One of the only fortunate things about Team Trump is that they are, thank goodness, reliably dumb. The Trump administration has been unsubtle in pushing for a new question to be added to the 2020 census asking each person whether they are a citizen; this question is not currently asked because it has been widely understood that non-citizens would be fearful of answering. Would their answer be reported to other authorities? Would simply answering a census question result in deportation?
Asking the question is therefore an excellent way to ensure that undocumented immigrants (and, for that matter, many documented ones) hide themselves from the census. Since an official census of residents is how both congressional representation and some federal funding is apportioned, this has the net desired effect of undercounting cities with high numbers of immigrants, shrinking their representation. The not-so-innocent question is meant to punish immigrants as well as the places immigrants live.

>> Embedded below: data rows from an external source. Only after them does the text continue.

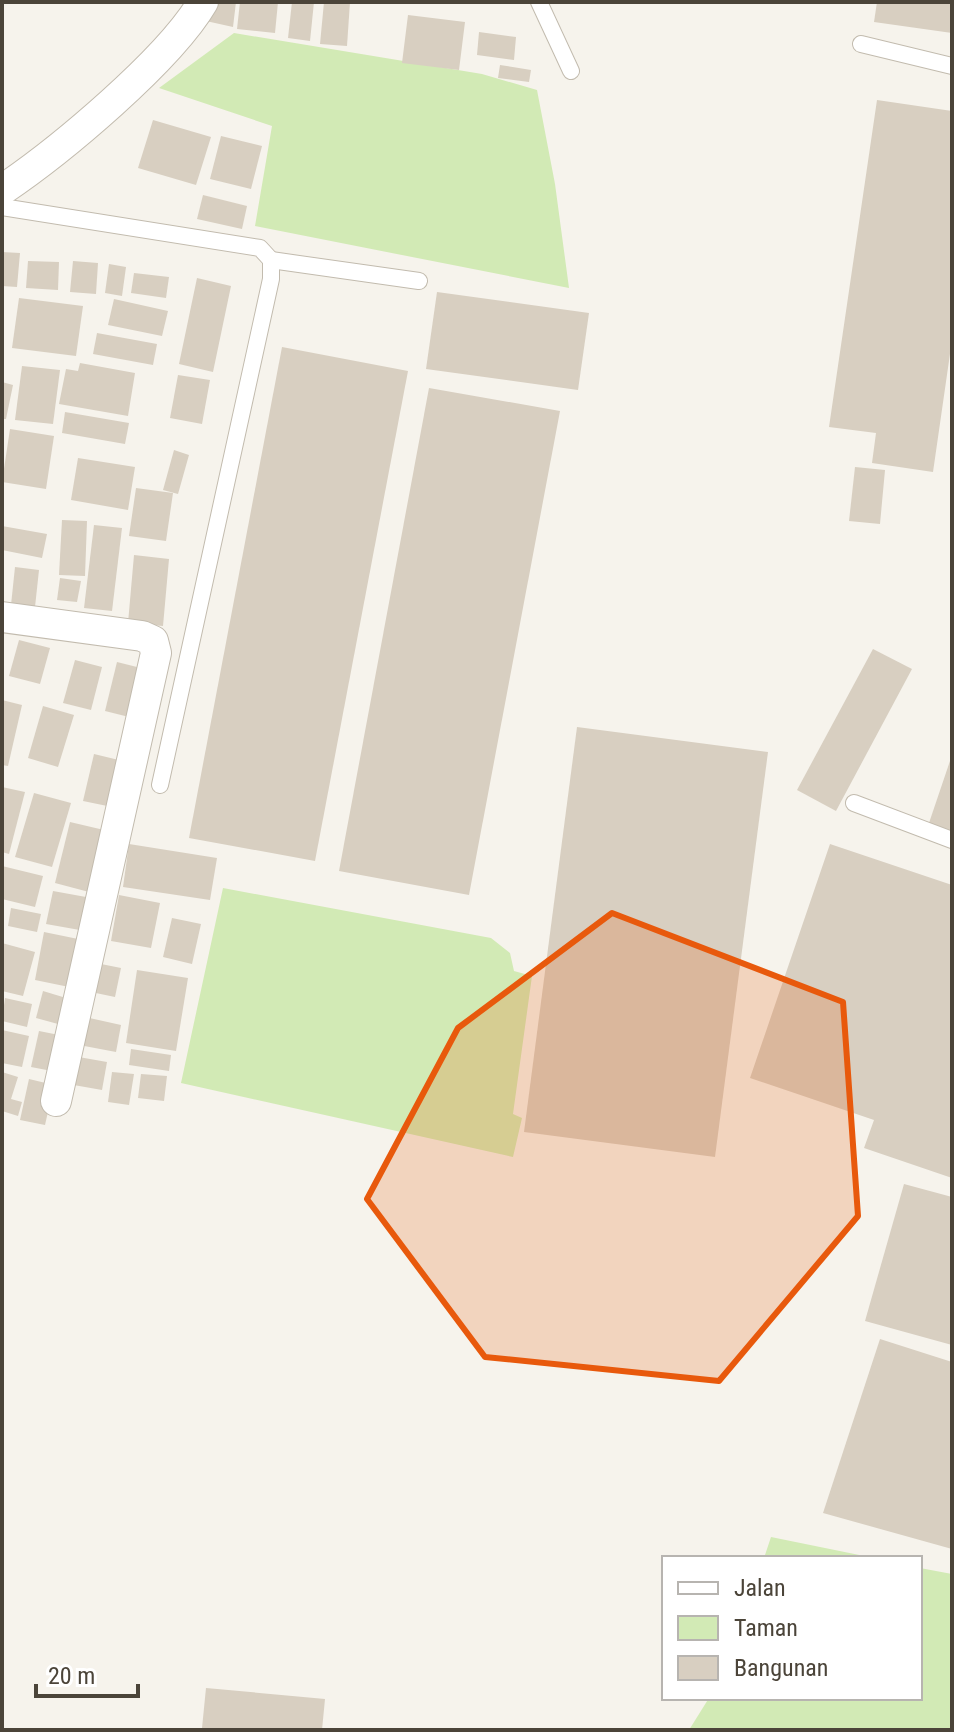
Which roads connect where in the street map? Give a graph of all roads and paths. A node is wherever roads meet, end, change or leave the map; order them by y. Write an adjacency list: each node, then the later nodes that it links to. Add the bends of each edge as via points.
1 (203, 2): 6 (street, via 185,30 105,106)
2 (539, 2): 5 (lane)
3 (861, 44): 4 (lane)
4 (952, 66)
5 (571, 71)
6 (2, 190)
7 (2, 207): 8 (lane, via 260,248)
8 (271, 260): 9 (lane); 11 (lane)
9 (419, 281)
10 (2, 617): 14 (street, via 142,636 153,641 156,653)
11 (160, 785)
12 (854, 803): 13 (lane)
13 (952, 840)
14 (56, 1101)

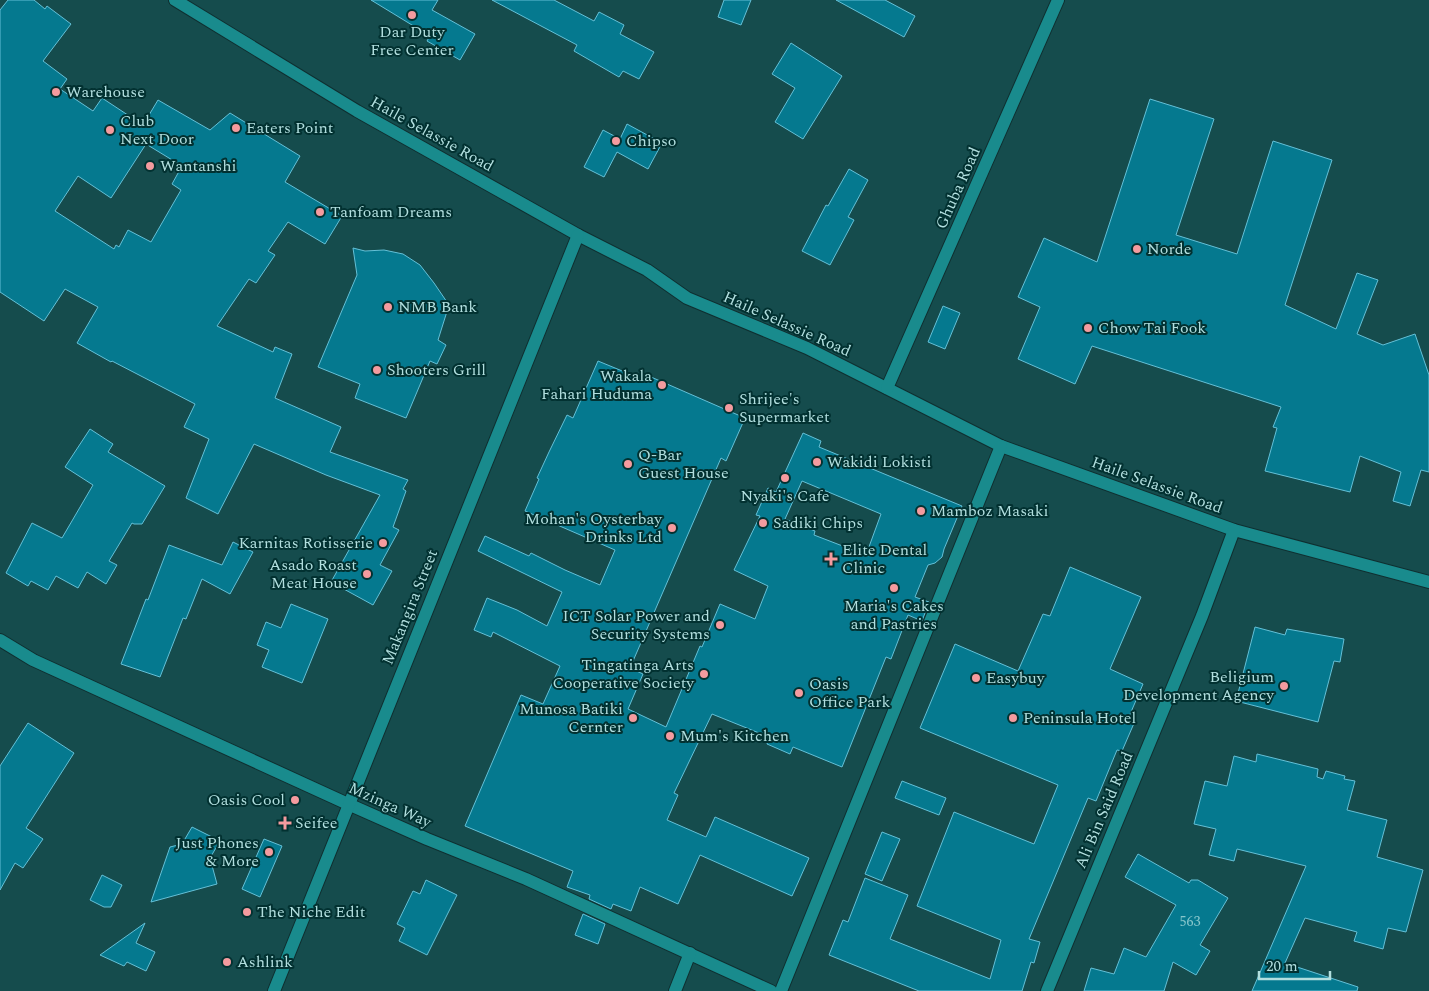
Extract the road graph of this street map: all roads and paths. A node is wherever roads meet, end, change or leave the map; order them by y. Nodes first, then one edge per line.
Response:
1 (175, 0) edge
2 (1058, 0) edge
3 (578, 235) junction
4 (887, 388) junction
5 (1001, 446) junction
6 (1234, 530) junction
7 (1429, 582) edge
8 (0, 640) edge
9 (348, 804) junction
10 (690, 953) junction
11 (274, 991) edge
12 (675, 991) edge
13 (771, 991) edge
14 (781, 991) edge
15 (1047, 991) edge

1 - 3 street, Haile Selassie Road
2 - 4 street, Ghuba Road
3 - 4 street, Haile Selassie Road
3 - 9 street, Makangira Street
4 - 5 street, Haile Selassie Road
5 - 6 street, Haile Selassie Road
5 - 14 street
6 - 7 street, Haile Selassie Road
6 - 15 street, Ali Bin Said Road
8 - 9 street, Mzinga Way
9 - 10 street, Mzinga Way
9 - 11 street, Makangira Street
10 - 12 street
10 - 13 street, Mzinga Way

But is the push to include it intended to be a political ploy by Team Trump? The only way to determine that would be if they openly couched it as political ploy, and—Oh, will you look at that.

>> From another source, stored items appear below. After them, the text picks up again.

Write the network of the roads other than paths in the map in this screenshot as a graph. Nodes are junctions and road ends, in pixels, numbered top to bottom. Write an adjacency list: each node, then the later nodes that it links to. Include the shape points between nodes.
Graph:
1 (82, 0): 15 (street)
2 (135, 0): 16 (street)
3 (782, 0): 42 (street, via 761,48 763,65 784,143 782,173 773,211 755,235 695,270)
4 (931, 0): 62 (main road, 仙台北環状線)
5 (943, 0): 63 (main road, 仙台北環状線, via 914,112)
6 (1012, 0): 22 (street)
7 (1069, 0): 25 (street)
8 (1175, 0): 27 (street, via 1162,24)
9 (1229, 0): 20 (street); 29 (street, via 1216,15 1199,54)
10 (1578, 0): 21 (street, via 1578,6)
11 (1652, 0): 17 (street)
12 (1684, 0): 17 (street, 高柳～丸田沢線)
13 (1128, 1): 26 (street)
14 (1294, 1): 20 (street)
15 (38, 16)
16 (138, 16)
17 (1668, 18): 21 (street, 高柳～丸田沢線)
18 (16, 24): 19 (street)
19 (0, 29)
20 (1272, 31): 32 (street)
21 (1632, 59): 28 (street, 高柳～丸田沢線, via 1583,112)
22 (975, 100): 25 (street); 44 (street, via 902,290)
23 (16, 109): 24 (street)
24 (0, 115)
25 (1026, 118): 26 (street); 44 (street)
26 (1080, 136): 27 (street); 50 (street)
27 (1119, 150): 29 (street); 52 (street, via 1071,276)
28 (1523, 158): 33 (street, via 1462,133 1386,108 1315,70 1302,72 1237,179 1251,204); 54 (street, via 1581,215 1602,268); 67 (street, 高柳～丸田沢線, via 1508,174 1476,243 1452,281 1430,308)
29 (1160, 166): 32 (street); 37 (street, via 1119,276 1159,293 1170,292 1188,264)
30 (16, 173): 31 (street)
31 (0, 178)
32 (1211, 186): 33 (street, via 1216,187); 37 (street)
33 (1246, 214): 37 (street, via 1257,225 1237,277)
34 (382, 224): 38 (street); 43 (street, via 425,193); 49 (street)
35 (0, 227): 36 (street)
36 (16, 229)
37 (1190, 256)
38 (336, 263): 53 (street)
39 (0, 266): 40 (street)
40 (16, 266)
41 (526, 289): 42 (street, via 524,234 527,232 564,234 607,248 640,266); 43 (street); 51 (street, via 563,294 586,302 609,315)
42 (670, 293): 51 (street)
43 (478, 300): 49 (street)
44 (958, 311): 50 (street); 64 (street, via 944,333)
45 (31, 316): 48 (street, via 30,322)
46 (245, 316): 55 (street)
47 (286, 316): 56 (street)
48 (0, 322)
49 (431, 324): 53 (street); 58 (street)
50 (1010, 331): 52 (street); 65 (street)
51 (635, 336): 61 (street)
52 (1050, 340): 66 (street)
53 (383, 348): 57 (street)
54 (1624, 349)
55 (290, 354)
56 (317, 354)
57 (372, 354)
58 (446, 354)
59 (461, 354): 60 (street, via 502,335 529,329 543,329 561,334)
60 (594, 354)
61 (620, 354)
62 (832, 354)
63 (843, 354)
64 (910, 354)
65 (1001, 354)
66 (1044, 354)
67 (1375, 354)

The Commerce Department, which oversees the census, has until March 31 to decide whether to approve the question, but President Donald Trump’s reelection campaign has just come out strongly in favor—and it’s already using the issue to raise money and score political points.
“In another era, this would be COMMON SENSE,” the campaign said in an email on Monday, “but 19 attorneys general said they will fight the President if he dares to ask people if they are citizens.”
Fundraising off a demand to require a citizenship question on the census would seem a fairly open assertion that the effort is a politically-motivated one, rather than a coincidental one. So there you go.